---------- Record excerpts

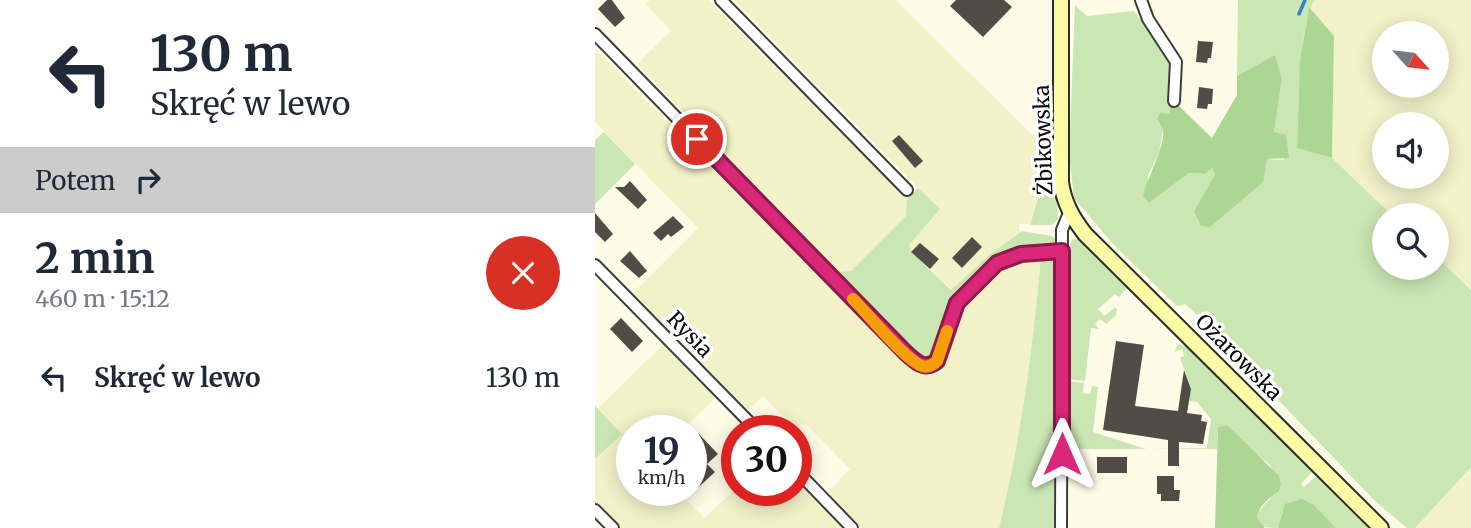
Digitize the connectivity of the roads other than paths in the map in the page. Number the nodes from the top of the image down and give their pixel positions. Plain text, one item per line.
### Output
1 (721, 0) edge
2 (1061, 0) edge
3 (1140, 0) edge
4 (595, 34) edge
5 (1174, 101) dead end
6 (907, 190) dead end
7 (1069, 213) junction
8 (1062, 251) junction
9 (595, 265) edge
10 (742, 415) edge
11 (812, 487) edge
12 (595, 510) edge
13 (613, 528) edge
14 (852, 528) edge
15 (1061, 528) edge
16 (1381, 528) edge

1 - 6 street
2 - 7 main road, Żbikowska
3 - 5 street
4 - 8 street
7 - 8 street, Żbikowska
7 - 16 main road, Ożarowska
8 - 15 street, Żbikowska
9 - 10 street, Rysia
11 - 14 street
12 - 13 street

--------------------

__Aim of the exercise__: Each record needs to be reproduced exactly, and no image should be carried over.

__Solution for this task__:
Digitize the connectivity of the roads other than paths in the map in the page. Number the nodes from the top of the image down and give their pixel positions. Plain text, one item per line.
### Output
1 (721, 0) edge
2 (1061, 0) edge
3 (1140, 0) edge
4 (595, 34) edge
5 (1174, 101) dead end
6 (907, 190) dead end
7 (1069, 213) junction
8 (1062, 251) junction
9 (595, 265) edge
10 (742, 415) edge
11 (812, 487) edge
12 (595, 510) edge
13 (613, 528) edge
14 (852, 528) edge
15 (1061, 528) edge
16 (1381, 528) edge

1 - 6 street
2 - 7 main road, Żbikowska
3 - 5 street
4 - 8 street
7 - 8 street, Żbikowska
7 - 16 main road, Ożarowska
8 - 15 street, Żbikowska
9 - 10 street, Rysia
11 - 14 street
12 - 13 street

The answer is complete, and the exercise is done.